▶ WHAT NEEDS TO BE DONE
Within the records, say how many lines include the word "Avenue"; the answer should be the number and no more.

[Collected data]
# # #
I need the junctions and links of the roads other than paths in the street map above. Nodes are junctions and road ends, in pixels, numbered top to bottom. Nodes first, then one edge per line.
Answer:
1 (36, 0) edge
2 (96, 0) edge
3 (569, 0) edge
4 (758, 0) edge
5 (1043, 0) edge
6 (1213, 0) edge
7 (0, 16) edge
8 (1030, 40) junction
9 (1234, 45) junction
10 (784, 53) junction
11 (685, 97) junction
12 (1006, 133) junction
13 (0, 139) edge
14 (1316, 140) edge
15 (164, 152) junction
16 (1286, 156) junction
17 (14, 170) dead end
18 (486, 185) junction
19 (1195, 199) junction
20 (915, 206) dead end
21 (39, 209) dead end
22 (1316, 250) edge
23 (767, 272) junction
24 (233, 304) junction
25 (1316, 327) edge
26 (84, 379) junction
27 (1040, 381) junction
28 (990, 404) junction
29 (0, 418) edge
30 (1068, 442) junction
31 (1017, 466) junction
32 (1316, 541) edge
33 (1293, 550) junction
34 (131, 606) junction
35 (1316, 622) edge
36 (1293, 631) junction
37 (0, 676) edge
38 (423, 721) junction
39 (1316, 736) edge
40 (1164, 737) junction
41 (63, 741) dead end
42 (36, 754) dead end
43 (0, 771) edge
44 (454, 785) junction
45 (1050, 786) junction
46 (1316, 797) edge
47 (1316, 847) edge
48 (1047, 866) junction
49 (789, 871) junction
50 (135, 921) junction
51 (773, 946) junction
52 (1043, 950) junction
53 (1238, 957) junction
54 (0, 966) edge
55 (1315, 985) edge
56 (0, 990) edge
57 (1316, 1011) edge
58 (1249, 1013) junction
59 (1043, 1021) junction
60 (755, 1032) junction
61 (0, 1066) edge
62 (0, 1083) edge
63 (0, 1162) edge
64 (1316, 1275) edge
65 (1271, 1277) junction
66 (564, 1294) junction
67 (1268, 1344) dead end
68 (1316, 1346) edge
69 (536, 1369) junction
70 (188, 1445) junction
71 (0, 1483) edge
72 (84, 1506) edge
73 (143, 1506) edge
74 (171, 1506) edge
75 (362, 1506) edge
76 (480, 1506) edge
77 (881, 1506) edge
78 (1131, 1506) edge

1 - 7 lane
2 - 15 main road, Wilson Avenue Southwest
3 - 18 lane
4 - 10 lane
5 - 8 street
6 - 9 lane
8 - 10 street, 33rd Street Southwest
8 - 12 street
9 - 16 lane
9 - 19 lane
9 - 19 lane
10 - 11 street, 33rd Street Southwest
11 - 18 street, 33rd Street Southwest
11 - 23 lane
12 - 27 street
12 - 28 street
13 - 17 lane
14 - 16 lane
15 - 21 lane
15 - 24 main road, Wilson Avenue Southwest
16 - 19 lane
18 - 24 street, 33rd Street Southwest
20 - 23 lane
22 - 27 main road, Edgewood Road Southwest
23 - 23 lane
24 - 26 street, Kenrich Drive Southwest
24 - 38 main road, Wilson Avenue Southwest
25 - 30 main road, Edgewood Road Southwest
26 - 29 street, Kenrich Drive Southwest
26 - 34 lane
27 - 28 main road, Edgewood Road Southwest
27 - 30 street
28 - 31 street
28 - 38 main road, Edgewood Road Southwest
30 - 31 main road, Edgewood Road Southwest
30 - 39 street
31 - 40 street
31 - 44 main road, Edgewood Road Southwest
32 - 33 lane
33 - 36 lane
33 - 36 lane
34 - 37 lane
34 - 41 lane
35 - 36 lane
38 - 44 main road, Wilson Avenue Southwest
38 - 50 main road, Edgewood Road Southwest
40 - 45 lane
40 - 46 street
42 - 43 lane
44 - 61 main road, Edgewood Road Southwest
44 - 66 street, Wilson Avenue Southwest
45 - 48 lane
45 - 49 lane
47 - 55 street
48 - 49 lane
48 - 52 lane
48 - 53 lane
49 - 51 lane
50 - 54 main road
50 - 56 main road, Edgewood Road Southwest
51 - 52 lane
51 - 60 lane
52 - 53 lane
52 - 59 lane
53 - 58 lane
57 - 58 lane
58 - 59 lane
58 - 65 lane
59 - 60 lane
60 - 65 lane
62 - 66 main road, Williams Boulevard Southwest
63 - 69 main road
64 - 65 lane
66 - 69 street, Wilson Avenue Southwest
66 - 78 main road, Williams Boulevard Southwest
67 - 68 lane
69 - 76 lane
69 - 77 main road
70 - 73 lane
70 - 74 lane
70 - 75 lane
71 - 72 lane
# # #
▶ EXERCISE RESPONSE
6